One of the few concrete deliverables being touted as having come out of the President’s Countering Violent Extremism Summit is the creation of a new joint communications hub operated between the United States and the United Arab Emirates, looking to target terrorist propaganda and recruitment. From Blaze.com:
“[President] Obama said that all governments have a role to play to curb the propaganda and announced that the government of the United Arab Emirates [UAE] is joining the United States in the effort to connect youth. At minimum as a basic first step, countries have a responsibility to cut off funding that fuels hatred and corrupts young minds and endangers us all. We need to do more to help lift up voices of tolerance. and peace, especially online,” Mr. Obama said. “That’s why the United States is joining, for example, with the UAE to create a new digital communications hub to work with religious and civil society and community leaders to counter terrorist propaganda.”
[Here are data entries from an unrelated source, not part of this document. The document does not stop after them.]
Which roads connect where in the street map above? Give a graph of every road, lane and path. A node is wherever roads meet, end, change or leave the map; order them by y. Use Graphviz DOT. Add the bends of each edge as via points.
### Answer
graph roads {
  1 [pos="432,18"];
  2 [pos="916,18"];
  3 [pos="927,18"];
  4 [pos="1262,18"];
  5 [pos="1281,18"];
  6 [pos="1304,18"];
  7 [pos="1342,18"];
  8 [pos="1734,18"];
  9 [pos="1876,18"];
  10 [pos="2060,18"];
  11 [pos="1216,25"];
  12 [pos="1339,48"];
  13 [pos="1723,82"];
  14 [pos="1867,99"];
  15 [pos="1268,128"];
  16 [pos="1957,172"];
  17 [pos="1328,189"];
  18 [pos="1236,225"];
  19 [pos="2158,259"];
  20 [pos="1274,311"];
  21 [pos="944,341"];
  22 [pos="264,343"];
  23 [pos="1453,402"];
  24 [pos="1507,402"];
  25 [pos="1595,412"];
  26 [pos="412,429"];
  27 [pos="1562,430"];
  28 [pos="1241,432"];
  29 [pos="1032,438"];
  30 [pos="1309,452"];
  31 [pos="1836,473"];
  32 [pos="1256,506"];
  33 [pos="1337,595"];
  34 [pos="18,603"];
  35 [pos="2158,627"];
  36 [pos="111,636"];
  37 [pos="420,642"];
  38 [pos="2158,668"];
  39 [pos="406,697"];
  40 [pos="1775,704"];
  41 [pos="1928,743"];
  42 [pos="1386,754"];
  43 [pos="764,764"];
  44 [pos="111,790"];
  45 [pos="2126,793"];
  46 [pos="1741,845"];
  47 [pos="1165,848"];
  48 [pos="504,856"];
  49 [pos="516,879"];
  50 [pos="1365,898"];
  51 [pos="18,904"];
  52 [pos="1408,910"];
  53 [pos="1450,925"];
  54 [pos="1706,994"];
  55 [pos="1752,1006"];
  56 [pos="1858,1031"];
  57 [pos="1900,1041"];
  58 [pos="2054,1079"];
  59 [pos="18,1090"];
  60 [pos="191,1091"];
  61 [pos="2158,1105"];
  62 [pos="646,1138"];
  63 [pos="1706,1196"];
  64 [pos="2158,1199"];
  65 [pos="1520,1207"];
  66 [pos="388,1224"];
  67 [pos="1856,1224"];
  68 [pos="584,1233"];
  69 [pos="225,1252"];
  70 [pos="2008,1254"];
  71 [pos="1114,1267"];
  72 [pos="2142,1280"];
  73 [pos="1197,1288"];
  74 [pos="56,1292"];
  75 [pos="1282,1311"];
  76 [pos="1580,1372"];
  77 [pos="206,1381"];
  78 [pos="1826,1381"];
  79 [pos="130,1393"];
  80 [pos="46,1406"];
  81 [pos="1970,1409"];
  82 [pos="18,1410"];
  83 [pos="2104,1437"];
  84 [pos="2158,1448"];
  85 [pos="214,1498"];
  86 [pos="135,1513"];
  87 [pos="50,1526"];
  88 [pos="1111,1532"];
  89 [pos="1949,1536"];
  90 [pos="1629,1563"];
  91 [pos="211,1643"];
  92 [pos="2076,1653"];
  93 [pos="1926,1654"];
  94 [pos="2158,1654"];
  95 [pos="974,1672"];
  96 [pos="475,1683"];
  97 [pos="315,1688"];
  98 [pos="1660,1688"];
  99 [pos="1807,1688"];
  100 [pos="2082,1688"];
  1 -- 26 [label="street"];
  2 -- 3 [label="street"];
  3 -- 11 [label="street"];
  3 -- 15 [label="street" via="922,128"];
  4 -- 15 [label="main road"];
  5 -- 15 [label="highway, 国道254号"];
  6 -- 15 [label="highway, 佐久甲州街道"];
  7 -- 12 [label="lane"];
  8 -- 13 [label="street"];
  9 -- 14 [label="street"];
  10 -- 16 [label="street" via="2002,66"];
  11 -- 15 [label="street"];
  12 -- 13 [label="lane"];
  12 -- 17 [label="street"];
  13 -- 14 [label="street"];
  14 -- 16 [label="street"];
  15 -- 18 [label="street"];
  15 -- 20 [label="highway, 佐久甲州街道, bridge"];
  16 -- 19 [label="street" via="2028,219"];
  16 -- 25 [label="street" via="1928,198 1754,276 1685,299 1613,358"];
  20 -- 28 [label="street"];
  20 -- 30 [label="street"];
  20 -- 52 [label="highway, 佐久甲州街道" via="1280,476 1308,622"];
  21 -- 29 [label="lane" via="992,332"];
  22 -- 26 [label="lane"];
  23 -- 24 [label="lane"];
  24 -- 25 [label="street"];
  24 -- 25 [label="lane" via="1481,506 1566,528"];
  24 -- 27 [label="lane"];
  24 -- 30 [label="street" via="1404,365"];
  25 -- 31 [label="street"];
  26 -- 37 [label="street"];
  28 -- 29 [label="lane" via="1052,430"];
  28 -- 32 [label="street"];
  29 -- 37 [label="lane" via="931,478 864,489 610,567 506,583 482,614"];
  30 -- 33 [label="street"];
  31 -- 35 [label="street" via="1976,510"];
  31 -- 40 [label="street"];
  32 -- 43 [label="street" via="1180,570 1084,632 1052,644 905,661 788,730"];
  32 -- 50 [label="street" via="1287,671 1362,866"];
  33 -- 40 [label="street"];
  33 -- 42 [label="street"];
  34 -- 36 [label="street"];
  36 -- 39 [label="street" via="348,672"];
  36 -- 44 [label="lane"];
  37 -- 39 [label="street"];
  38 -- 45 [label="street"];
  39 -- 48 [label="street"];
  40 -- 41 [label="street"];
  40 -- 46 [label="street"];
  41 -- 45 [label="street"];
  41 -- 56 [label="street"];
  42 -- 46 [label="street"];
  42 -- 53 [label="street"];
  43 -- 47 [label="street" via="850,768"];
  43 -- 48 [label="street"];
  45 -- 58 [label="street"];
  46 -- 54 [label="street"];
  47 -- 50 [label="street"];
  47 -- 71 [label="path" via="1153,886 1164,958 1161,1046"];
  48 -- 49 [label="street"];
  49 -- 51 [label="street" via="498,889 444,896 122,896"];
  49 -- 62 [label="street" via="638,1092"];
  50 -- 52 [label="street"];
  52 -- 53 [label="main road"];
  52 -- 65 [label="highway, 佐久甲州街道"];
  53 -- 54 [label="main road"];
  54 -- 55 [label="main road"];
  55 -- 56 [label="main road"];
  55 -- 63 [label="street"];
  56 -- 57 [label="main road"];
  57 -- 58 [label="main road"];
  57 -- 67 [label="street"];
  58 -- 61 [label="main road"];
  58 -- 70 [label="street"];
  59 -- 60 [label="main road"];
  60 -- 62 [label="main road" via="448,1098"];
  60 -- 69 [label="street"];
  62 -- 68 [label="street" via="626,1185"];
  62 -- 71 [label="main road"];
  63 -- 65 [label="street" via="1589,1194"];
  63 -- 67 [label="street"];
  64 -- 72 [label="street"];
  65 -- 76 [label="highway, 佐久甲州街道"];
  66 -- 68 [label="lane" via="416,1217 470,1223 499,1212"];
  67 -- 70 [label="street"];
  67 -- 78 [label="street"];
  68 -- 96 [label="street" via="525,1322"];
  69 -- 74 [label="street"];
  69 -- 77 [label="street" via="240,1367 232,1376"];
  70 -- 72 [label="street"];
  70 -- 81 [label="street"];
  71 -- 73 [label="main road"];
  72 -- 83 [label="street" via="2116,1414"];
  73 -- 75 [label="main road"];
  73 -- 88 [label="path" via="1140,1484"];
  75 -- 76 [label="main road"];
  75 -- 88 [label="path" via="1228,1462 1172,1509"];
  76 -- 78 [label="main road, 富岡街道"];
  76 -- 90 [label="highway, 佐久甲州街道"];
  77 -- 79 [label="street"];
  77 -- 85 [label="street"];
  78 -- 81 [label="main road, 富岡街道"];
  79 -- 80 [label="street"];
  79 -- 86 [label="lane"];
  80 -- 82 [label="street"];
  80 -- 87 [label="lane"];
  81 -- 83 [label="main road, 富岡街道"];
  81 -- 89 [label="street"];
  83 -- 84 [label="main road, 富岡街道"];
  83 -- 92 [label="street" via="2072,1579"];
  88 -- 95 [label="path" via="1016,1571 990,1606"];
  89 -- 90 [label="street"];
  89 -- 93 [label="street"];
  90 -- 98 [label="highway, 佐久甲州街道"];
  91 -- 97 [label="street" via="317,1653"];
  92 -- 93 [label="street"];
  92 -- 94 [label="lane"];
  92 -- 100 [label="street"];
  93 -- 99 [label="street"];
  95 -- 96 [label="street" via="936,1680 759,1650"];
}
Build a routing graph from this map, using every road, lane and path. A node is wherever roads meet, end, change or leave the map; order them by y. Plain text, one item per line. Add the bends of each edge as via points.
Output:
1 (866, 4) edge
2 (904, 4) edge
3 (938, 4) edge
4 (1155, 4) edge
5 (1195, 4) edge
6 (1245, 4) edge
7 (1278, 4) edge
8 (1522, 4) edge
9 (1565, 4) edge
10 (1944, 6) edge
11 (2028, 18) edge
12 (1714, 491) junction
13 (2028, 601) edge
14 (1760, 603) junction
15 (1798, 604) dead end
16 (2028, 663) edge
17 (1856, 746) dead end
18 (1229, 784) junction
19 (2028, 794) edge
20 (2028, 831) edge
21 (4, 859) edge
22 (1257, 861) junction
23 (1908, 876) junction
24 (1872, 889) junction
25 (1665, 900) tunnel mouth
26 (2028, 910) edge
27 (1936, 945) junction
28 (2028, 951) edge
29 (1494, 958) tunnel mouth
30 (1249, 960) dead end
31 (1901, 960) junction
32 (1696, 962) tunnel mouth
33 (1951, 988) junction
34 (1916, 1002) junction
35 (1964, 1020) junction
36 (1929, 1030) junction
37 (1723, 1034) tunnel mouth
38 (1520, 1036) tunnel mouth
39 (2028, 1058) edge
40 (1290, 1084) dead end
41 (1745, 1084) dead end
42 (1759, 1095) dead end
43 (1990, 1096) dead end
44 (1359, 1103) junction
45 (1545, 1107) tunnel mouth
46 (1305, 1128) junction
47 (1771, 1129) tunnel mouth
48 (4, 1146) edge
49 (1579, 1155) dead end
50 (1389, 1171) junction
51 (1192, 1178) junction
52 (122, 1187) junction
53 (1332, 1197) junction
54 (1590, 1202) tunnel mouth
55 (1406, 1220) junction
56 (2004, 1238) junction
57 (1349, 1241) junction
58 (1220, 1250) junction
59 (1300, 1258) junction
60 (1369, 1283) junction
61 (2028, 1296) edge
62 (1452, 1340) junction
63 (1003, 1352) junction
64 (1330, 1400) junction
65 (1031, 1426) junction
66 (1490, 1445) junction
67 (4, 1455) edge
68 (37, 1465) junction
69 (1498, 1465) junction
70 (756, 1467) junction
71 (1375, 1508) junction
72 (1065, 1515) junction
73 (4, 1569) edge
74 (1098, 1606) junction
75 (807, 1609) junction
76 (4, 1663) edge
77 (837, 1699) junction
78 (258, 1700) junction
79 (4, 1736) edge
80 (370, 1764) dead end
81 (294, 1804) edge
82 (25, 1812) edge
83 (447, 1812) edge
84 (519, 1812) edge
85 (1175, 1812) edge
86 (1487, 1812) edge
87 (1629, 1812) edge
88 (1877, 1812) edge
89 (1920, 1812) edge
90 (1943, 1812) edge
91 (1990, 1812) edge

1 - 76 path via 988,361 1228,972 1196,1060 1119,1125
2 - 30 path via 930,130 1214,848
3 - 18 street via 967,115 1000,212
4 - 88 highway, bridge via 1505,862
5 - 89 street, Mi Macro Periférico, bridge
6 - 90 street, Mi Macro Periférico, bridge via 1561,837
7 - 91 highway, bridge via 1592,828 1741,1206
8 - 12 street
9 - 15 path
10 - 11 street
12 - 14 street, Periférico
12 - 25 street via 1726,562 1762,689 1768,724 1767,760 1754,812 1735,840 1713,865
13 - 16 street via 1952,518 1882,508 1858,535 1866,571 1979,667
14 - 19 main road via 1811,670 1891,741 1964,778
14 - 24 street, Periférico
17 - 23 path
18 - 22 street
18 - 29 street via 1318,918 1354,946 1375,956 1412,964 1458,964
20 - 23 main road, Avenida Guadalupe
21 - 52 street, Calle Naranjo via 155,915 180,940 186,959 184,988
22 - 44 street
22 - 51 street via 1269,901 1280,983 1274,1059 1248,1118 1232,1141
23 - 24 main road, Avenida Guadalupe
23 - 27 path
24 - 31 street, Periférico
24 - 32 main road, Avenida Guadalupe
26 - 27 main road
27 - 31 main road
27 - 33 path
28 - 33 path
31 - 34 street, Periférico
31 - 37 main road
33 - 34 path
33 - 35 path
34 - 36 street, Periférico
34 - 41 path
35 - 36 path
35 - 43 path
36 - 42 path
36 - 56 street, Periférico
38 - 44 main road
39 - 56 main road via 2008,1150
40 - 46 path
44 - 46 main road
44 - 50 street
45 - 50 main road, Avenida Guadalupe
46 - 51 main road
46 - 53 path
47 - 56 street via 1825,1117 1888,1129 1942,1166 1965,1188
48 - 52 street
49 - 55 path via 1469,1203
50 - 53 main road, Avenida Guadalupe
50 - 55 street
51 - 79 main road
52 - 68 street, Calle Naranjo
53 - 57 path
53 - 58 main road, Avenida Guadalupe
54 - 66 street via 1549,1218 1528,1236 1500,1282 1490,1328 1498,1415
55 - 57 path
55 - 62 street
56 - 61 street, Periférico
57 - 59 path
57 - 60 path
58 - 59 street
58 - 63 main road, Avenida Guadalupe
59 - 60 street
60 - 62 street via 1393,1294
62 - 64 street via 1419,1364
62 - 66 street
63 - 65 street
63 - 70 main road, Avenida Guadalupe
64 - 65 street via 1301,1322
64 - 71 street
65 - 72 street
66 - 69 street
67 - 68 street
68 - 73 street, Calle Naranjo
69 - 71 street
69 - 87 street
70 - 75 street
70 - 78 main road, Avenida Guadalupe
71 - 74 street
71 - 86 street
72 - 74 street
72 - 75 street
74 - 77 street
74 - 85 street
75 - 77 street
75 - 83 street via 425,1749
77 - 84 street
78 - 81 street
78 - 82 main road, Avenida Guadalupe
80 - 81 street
There is a kind of palpable irony here, considering that the UAE and the Obama administration have been far from the same page regarding what constitutes a terrorist group. The UAE’s recent terror list, for example, names more than a dozen Muslim Brotherhood (MB) organizations worldwide, including those in the United States, namely the Council on American Islamic Relations (CAIR) and the Muslim American Society (MAS), as terrorist groups. The UAE defended their more extensive list, which includes both Al Qaeda and other Jihadist organizations as well as Muslim Brotherhood political organizations, by saying:
“[The list is] a clear message to the world about the UAE’s stance against terrorism, extremism and fanaticism, focusing on and putting a cordon around all subversive entities that seek to undermine the security and stability of the state and seeks to protect the community from extremist ideology,” a top UAE official said.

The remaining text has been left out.